À partir de 1861, Sigismond est rejoint par son fils Charles en tant qu’expert associé. C’est à ce moment que sont organisées à Paris les ventes aux enchères proposant des objets asiatiques issus du pillage de l'ancien Palais d'été de Pékin en 1860. Nombre d’entre elles sont menées sous la houlette de Pillet, ainsi Sigismond et Charles Mannheim apparaissent comme les acteurs principaux dans ce domaine d’expertise relativement nouveau ; ils sont sollicités pour 10 des 16 ventes recensées entre 1861 et 1868, dont la vente attitrée d’Objets d’art et de curiosité de la Chine provenant du Palais d’été de Yuen-Ming-Yuen du 12 décembre 1861 (Saint-Raymond, 2021 ; Howald, Saint Raymond, 2018). 

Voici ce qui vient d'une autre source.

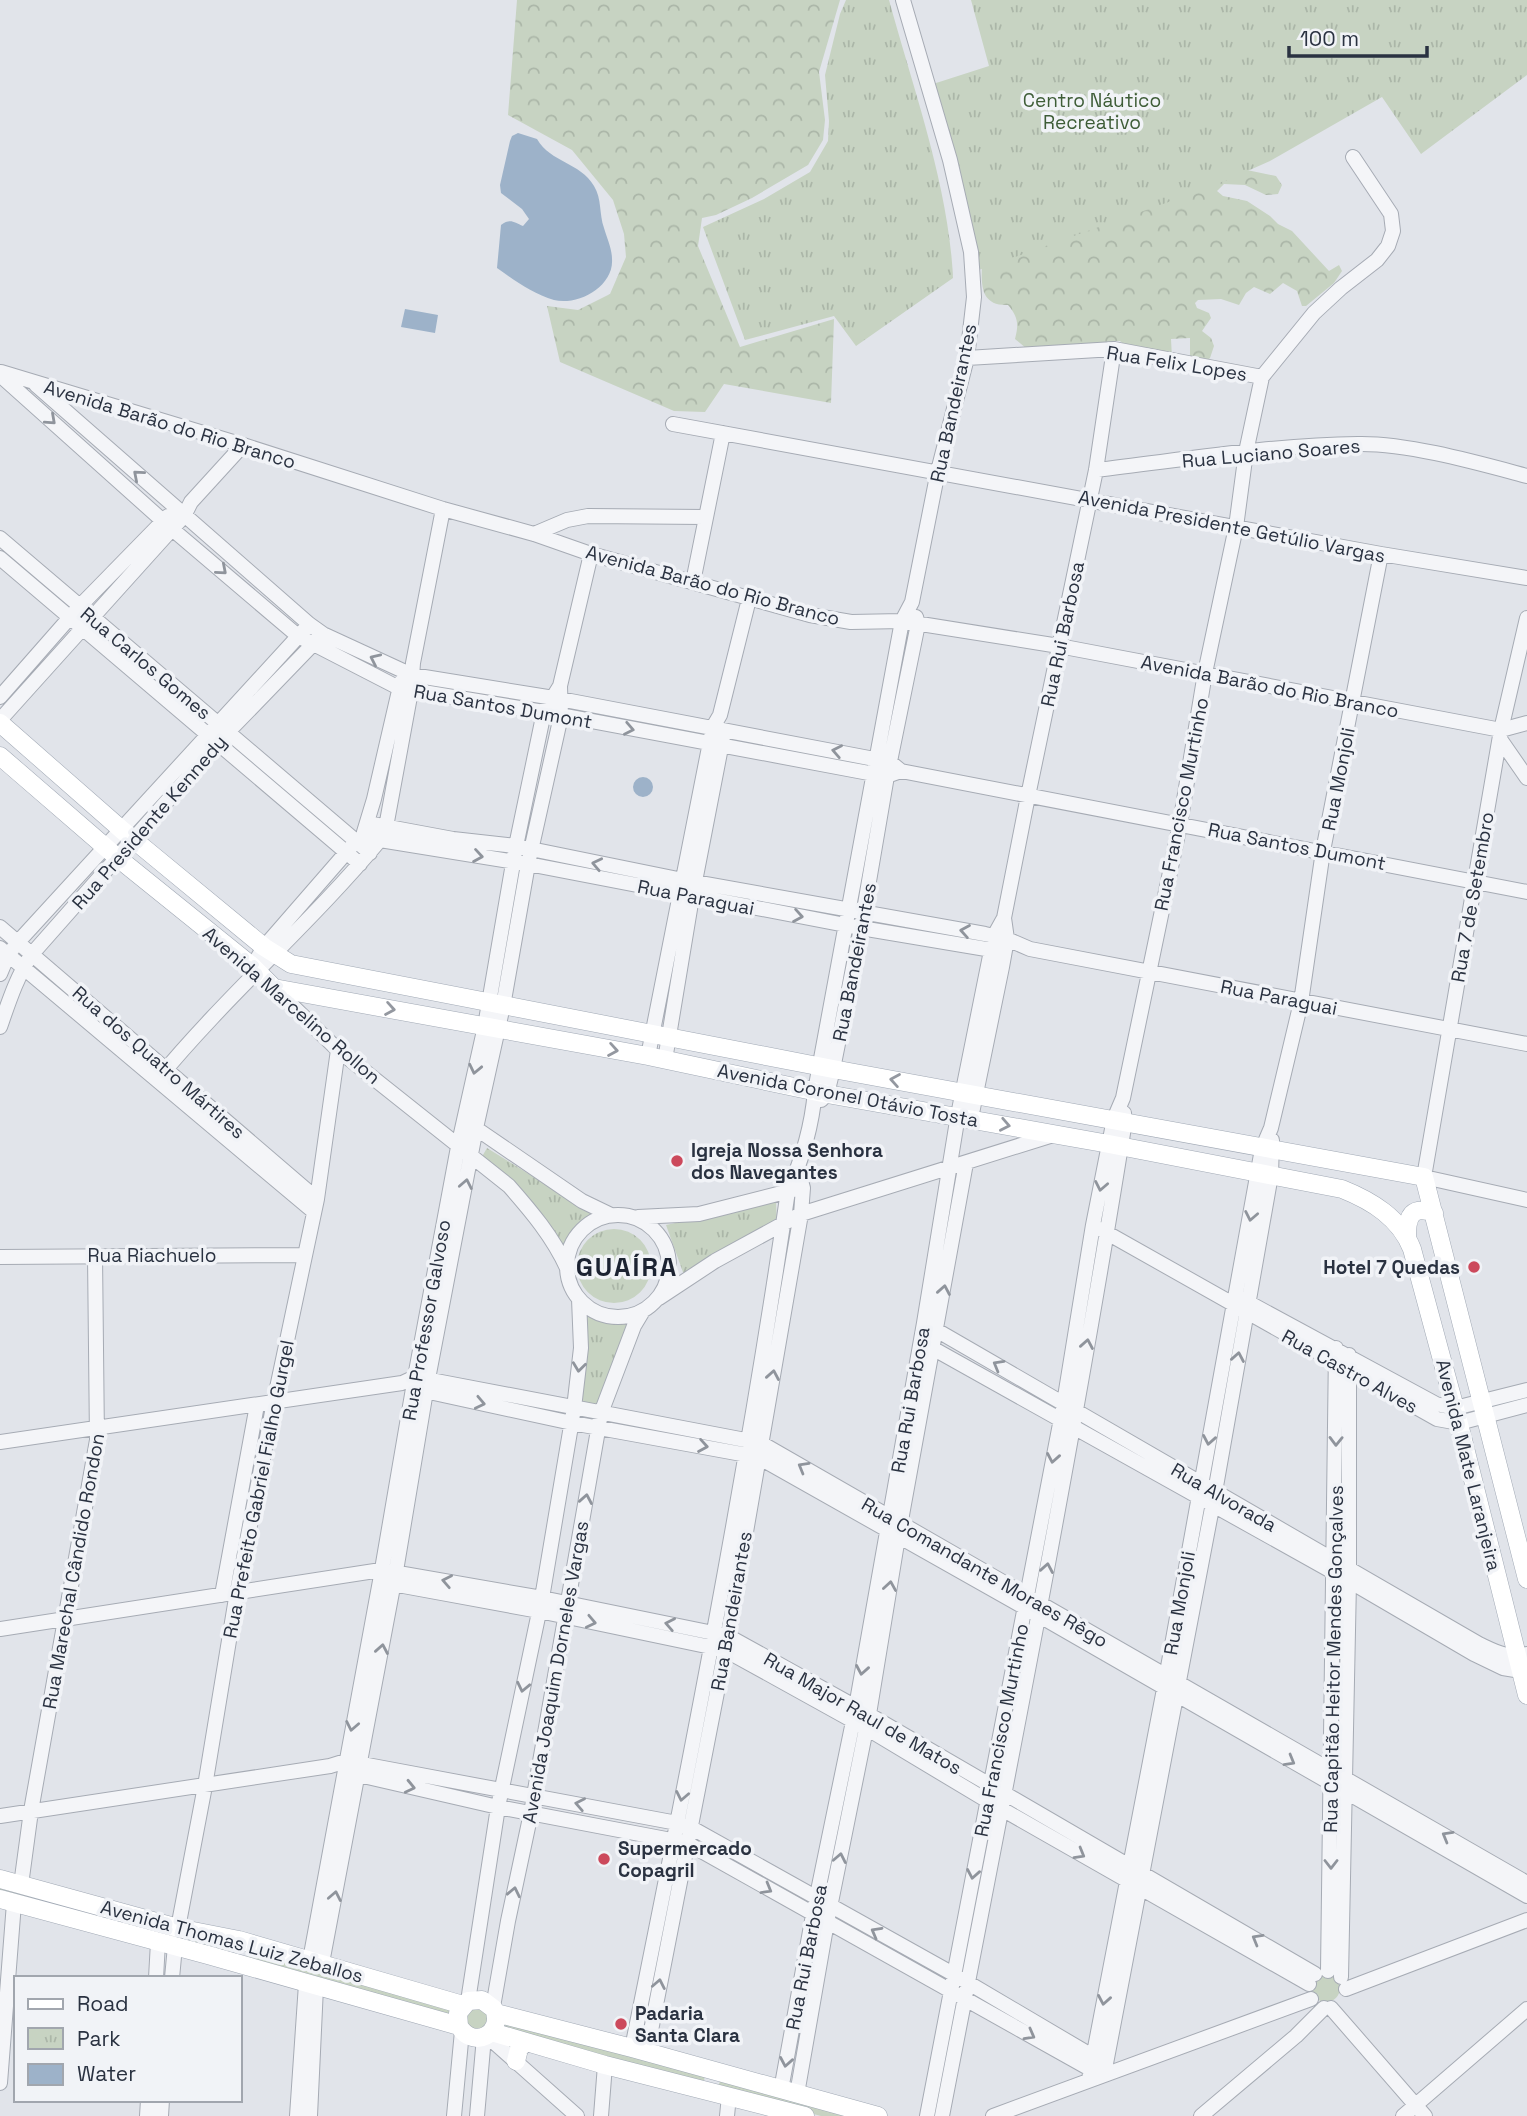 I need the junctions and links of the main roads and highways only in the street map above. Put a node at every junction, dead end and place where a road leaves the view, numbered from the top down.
1 (0, 722) edge
2 (0, 756) edge
3 (291, 964) joint
4 (353, 976) junction
5 (274, 988) joint
6 (351, 1002) junction
7 (581, 1020) junction
8 (579, 1044) junction
9 (762, 1055) junction
10 (757, 1079) junction
11 (1424, 1177) joint
12 (1434, 1213) junction
13 (1407, 1236) junction
14 (1527, 1579) edge
15 (1523, 1663) edge
16 (1527, 1695) edge
17 (0, 1879) edge
18 (7, 1901) edge
19 (239, 1940) junction
20 (208, 1955) junction
21 (466, 2003) junction
22 (494, 2010) junction
23 (460, 2028) junction
24 (488, 2035) junction
25 (525, 2042) junction
26 (510, 2056) road end
27 (712, 2071) junction
28 (684, 2085) junction
29 (805, 2116) edge
30 (878, 2116) edge

1 - 3 main road, Avenida Marcelino Rollon
2 - 5 main road, Avenida Marcelino Rollon
3 - 4 main road, Avenida Coronel Otávio Tosta
4 - 6 main road
4 - 7 main road, Avenida Coronel Otávio Tosta
5 - 6 main road, Avenida Coronel Otávio Tosta
6 -> 8 main road, Avenida Coronel Otávio Tosta
7 - 8 main road
7 - 9 main road, Avenida Coronel Otávio Tosta
8 -> 10 main road, Avenida Coronel Otávio Tosta
9 - 10 main road
11 -> 9 main road, Avenida Coronel Otávio Tosta
10 -> 13 main road, Avenida Coronel Otávio Tosta
11 - 12 main road, Avenida Mate Laranjeira
12 - 13 main road
12 - 14 main road, Avenida Mate Laranjeira
13 - 15 main road, Avenida Mate Laranjeira
15 - 16 main road, Avenida Mate Laranjeira
17 - 19 main road, Avenida Thomas Luiz Zeballos
18 - 20 main road, Avenida Thomas Luiz Zeballos
19 - 20 main road
19 - 21 main road, Avenida Thomas Luiz Zeballos
20 - 23 main road, Avenida Thomas Luiz Zeballos
21 - 22 main road, Avenida Thomas Luiz Zeballos
21 - 23 main road, Avenida Joaquim Dorneles Vargas
22 - 24 main road, Avenida Joaquim Dorneles Vargas
22 - 27 main road, Avenida Thomas Luiz Zeballos
23 - 24 main road, Avenida Thomas Luiz Zeballos
24 - 25 main road, Avenida Thomas Luiz Zeballos
25 - 26 main road
25 - 28 main road, Avenida Thomas Luiz Zeballos
27 - 28 main road
27 - 30 main road, Avenida Thomas Luiz Zeballos
28 - 29 main road, Avenida Thomas Luiz Zeballos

Les Mannheim, père et fils, apparaissant comme les principaux experts dans les ventes d’objets asiatiques, témoignent bien de ce glissement d’expertise des objets d’art du XVIIIe siècle vers les objets d’origine chinoise qu’ils connaissent alors principalement par le spectre du goût européen pour les porcelaines orientales montées en bronze et les laques (Mestdagh, 2019). 

Lorsque Sigismond Mannheim prend sa retraite, en 1867, trois ventes de son stock sont organisées à l'Hôtel Drouot: la première consacrée aux Objets de Chine et du Japon (25-26 novembre), la deuxième et la troisième aux "Objets d'art et de Curiosité", désignant des sculptures en marbre et en bronze, des porcelaines de Sèvres, des bronzes dorés et des tableaux (du 9 au 11 décembre) mais aussi de l'argenterie, des ivoires, des armes et armures, des verres et des manuscrits (23-23 décembre). Contrairement à nombre de personnalités actives sur ce marché à l’époque aucune collection personnelle n’est recensée après son décès survenu en 1880.